At 17:16 14/12/2007, you wrote:
Dupioni is the lighter weight fabric, as it is a thin
even weave with the same or similar warp and weft
threads. Shantung ends up heavier, as it has weft
filler threads that thicken the fabric, giving it a
pronounced rib effect. It has fewer slubs because they
use a finer silk in the warp, but use thick and thin
dual threads similar to the dupioni as the rib weft.

Some places consider them the same fabric type, but
they really are not. Dupioni is more like a slubby
taffeta in weight and weave, and in stiffness.
Shantung ... I can't say what it is similar to, but
not really similar to dupioni except for the
occasional slub roughness.

Both fabrics do have issues with raveling a lot while
working with them.

This may well be so in the U.S. but, like Bjarne, I have always understood shantung to be the finer fabric. In England, most dupion is not stiff like taffeta, but more inclined to be floppy. Shantung is a fabric used for shirts, blouses etc., like a finer dupion. They do both ravel like mad though.
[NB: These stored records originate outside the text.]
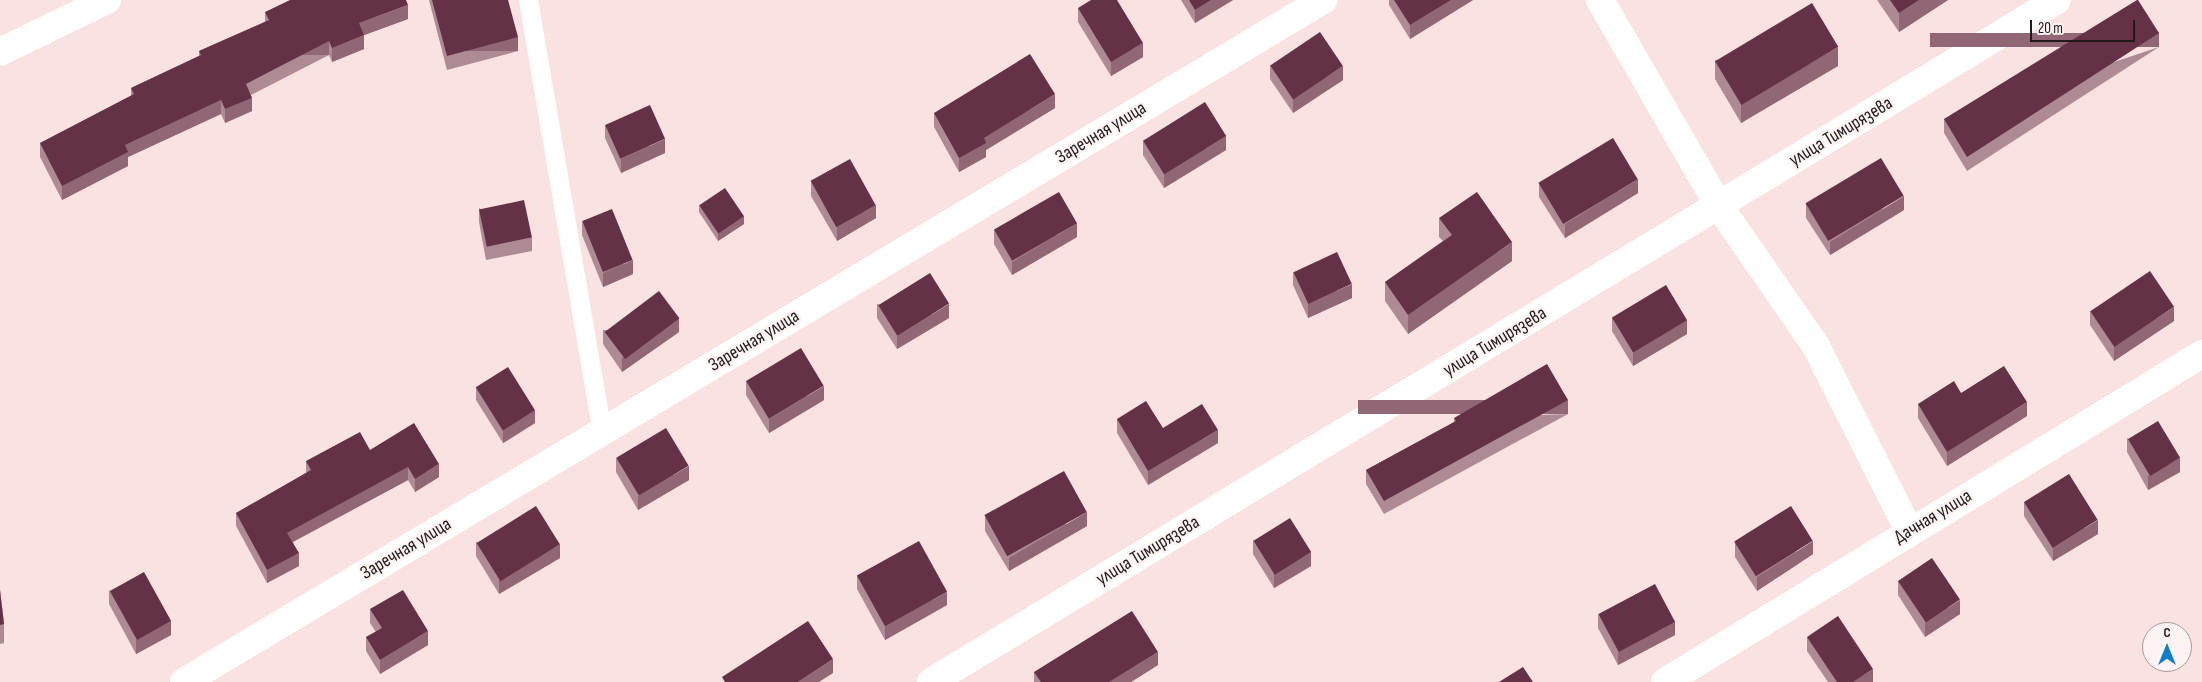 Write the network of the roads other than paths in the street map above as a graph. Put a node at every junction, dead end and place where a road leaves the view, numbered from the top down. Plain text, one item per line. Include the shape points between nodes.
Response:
1 (107, 0) edge
2 (528, 0) edge
3 (1323, 0) edge
4 (1600, 0) edge
5 (2057, 0) edge
6 (0, 52) edge
7 (1720, 206) junction
8 (2202, 354) edge
9 (602, 432) junction
10 (1909, 532) junction
11 (184, 682) edge
12 (931, 682) edge
13 (1665, 682) edge

1 - 6 street
2 - 9 lane
3 - 9 street, Заречная улица
4 - 7 street
5 - 7 street, улица Тимирязева
7 - 10 street via 1816,346
7 - 12 street, улица Тимирязева
8 - 10 street, Дачная улица
9 - 11 street, Заречная улица
10 - 13 street, Дачная улица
Like I say, that is what I understand to be the U.K. comparisons.

Suzi

Kimiko


--- Zuzana Kraemerova <[EMAIL PROTECTED]> wrote:

> Thanks very much!!
>
> If I understood right, shantung is 29mm and
> douppioni 19mm, which means that shantung is much
> heavier? This makes me a bit confused as from the
> definitions I understood that Shantung might be the
> finer (less slubs) = and lighter one?